During one of our last visits, I brought out Leo, the stuffed lion you gave me along with Winnie the Pooh when we first met. They were together in an orange shoe box. I asked if you remembered.
You nodded yes, and said that gift so many years ago made you know this is it. Krystal is my daughter, and “I can’t believe you still have that stuffed lion!”
Every time I see it, I think of you and I am so grateful you were in my life. Thank you!
Because of you, I am Krystal Funk. Because of you and Grandma, I am Catholic. Your influence most likely has led me on this path to religious life.
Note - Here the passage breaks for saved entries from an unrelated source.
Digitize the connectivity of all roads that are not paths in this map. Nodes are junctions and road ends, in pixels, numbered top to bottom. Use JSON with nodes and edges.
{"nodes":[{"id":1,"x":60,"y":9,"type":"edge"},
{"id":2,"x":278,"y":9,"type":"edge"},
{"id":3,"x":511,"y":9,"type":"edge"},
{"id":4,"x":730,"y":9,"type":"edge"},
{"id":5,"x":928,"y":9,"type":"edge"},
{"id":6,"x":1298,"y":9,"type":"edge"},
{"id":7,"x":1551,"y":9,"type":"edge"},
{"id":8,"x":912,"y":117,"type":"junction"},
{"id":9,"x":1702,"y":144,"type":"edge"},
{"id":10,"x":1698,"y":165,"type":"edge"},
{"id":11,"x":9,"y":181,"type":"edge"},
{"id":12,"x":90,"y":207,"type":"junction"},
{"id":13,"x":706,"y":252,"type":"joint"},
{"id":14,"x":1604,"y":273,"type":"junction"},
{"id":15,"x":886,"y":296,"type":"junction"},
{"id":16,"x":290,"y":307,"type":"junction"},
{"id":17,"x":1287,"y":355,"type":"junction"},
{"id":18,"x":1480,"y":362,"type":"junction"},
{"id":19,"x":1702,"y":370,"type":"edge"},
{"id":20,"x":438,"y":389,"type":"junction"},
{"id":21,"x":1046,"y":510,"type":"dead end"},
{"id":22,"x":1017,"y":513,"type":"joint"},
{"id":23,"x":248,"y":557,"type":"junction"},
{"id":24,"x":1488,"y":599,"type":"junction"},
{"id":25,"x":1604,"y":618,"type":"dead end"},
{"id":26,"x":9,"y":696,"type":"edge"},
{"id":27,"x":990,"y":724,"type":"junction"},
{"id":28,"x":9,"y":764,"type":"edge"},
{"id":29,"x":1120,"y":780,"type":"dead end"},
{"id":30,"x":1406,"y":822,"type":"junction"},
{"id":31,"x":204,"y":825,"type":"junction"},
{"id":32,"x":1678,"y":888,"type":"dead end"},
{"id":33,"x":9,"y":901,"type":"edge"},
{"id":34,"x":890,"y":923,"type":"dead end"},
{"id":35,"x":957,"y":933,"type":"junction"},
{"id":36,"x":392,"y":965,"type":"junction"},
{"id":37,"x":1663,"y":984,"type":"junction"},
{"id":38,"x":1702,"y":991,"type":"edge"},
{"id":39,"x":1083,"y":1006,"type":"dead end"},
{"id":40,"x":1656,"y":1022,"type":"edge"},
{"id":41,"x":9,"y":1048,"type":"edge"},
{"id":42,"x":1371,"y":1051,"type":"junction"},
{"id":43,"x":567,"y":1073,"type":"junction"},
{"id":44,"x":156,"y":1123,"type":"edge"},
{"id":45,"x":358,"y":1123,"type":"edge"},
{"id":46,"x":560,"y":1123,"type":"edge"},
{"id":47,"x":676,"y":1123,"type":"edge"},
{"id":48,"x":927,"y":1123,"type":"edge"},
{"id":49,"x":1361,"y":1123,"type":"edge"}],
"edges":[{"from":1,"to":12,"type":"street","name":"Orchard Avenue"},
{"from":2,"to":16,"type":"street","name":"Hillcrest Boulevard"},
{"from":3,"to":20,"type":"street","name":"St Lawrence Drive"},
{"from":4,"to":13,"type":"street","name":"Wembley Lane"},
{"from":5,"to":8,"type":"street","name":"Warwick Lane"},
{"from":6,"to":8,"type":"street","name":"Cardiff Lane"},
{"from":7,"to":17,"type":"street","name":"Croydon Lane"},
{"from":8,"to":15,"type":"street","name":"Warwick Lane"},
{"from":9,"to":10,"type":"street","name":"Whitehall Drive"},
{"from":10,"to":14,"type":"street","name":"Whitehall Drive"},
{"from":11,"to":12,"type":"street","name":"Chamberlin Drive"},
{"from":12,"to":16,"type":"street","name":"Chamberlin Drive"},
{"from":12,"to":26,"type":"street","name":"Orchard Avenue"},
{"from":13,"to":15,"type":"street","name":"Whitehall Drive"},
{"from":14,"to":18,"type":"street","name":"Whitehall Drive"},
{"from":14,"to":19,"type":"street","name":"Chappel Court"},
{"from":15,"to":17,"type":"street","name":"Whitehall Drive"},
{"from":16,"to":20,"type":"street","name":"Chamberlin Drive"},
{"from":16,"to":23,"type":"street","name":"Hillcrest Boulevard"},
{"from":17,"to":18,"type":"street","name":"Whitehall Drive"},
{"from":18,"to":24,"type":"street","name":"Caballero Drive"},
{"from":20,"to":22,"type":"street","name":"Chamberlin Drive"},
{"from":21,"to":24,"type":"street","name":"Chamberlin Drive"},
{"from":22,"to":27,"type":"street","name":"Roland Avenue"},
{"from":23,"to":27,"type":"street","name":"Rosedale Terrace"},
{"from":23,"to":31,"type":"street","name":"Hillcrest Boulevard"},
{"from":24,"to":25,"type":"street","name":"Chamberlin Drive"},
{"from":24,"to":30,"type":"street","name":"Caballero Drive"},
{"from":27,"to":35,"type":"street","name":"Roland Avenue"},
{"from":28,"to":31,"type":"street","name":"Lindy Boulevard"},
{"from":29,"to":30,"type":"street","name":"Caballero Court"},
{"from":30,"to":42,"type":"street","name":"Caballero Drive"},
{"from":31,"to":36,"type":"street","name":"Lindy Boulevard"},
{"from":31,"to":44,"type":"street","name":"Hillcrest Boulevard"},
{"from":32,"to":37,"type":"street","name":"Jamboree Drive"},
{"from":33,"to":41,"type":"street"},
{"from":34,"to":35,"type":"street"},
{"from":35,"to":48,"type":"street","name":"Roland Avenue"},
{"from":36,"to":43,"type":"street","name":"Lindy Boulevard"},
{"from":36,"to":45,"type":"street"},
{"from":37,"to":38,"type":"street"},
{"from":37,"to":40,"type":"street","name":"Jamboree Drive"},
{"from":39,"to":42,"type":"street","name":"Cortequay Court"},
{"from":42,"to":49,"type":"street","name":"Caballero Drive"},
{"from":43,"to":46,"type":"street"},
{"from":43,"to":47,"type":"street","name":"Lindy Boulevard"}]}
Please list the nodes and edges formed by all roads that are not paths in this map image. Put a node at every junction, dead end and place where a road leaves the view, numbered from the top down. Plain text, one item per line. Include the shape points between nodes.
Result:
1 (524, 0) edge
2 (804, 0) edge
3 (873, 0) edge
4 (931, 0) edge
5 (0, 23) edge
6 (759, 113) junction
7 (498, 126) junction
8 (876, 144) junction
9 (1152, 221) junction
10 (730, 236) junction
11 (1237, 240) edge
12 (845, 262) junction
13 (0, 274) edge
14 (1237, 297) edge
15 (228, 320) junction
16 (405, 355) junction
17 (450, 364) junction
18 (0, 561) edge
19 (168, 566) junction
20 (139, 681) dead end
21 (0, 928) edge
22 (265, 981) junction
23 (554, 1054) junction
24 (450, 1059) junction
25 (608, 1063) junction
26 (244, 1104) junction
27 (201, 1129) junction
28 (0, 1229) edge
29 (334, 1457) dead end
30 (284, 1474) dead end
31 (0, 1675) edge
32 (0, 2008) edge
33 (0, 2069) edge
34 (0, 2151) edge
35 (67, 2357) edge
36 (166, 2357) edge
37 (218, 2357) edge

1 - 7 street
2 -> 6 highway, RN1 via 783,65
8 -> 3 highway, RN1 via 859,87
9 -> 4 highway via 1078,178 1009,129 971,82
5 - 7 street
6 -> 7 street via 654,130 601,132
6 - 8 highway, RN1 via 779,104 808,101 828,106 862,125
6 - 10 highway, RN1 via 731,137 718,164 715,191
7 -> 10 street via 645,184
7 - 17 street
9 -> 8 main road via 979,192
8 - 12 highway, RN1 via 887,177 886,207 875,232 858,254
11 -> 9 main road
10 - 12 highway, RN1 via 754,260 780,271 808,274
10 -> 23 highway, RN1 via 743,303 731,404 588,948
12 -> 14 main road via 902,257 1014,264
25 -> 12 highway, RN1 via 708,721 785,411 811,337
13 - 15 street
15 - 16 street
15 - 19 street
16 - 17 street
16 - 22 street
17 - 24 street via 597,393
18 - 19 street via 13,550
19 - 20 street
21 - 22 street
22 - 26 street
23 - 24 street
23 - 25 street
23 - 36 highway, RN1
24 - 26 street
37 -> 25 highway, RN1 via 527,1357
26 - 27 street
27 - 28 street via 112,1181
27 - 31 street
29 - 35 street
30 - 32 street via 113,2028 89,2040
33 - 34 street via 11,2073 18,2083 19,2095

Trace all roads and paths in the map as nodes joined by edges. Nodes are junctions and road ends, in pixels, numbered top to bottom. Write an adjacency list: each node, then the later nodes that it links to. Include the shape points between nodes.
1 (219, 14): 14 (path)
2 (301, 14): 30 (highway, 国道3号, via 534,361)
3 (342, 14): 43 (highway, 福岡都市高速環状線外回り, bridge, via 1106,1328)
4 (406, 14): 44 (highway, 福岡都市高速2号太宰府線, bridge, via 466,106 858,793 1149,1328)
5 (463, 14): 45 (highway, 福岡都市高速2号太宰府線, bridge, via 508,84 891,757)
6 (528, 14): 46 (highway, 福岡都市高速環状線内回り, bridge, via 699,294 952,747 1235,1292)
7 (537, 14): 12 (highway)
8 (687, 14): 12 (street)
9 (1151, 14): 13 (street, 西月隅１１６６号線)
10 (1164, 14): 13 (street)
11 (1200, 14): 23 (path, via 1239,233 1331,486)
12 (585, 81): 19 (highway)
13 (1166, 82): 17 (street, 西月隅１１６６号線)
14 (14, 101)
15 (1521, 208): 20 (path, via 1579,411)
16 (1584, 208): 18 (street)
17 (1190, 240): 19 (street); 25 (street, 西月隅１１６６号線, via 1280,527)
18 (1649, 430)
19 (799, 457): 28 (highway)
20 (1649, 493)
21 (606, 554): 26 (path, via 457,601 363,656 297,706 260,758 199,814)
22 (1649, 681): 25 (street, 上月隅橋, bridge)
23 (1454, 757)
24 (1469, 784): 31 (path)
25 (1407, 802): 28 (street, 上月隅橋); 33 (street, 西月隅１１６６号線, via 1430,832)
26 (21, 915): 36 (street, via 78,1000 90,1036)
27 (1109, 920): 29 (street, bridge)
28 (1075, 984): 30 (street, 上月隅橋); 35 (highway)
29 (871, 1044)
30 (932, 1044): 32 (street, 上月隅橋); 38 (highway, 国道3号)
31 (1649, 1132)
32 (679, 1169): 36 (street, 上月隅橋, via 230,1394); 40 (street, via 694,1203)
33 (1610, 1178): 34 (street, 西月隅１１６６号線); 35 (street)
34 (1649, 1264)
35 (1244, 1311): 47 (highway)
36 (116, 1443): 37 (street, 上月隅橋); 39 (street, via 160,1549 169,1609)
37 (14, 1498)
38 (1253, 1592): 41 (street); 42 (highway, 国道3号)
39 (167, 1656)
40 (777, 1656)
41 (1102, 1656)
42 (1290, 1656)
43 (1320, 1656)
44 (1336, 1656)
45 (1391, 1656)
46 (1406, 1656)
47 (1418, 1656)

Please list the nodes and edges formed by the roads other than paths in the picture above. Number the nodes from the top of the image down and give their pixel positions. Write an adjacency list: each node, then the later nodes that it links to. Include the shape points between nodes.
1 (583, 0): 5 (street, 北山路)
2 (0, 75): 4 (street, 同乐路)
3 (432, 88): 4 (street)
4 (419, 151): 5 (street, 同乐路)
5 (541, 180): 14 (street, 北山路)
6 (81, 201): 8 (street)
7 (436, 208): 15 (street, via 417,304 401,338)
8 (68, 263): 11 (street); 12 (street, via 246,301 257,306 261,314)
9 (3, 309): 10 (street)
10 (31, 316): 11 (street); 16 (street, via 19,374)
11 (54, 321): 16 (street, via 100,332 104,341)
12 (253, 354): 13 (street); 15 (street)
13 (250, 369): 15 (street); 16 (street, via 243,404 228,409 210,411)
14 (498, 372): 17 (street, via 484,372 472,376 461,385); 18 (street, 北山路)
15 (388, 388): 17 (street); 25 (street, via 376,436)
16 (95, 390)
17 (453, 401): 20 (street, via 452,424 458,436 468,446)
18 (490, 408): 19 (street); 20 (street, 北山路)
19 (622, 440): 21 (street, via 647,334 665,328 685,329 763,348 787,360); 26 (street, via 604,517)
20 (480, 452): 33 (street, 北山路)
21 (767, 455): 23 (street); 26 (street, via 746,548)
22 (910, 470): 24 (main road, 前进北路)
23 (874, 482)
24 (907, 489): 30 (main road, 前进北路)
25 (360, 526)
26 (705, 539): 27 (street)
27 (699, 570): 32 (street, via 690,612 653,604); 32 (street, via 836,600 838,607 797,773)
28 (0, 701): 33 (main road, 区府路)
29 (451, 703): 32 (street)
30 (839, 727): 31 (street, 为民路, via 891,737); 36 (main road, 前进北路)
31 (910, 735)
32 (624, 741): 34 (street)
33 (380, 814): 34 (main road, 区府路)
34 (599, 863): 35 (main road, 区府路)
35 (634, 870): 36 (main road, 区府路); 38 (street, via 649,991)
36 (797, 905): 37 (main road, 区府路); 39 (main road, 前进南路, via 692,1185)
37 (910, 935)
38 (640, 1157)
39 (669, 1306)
You encouraged me to be a great musician, and believed that I would be. You went to all of my concerts through my college life. I remember you getting off work and driving in rush-hour traffic into the city, to be there for me.
My sister, now 27; my mom and I; and my aunt, your sister, were with you until the end. We told you good-bye and said we would be okay. I hope you heard us and took comfort in those words.
Those last few moments with you are still too hard to talk about.
In my work life in hospice, I sat with a young woman who was even younger than me, only 18, while we watched her father pass away. I gave her my best advice as we watched and waited: share with him the good times you had together and tell others about them.
I wrote a poem after attending that man’s funeral. The poem is in honor of you and him, a composite of my experience of losing you and witnessing the grief of an 18-year-old woman losing her father, my hospice patient.
On a busy street in St Louis,
Goodbyes were said
A humble church with Words,
Through grief and sorrow
There was nothing left to borrow
A family, a man, turning apart
Only for a moment to not part
Hugs, love, and kisses greet the living
Stories told of love and the life once lived that keep on giving
Oh, how much you are missed.
As we part just one last thing wished.
Know that grief is here and it will stay.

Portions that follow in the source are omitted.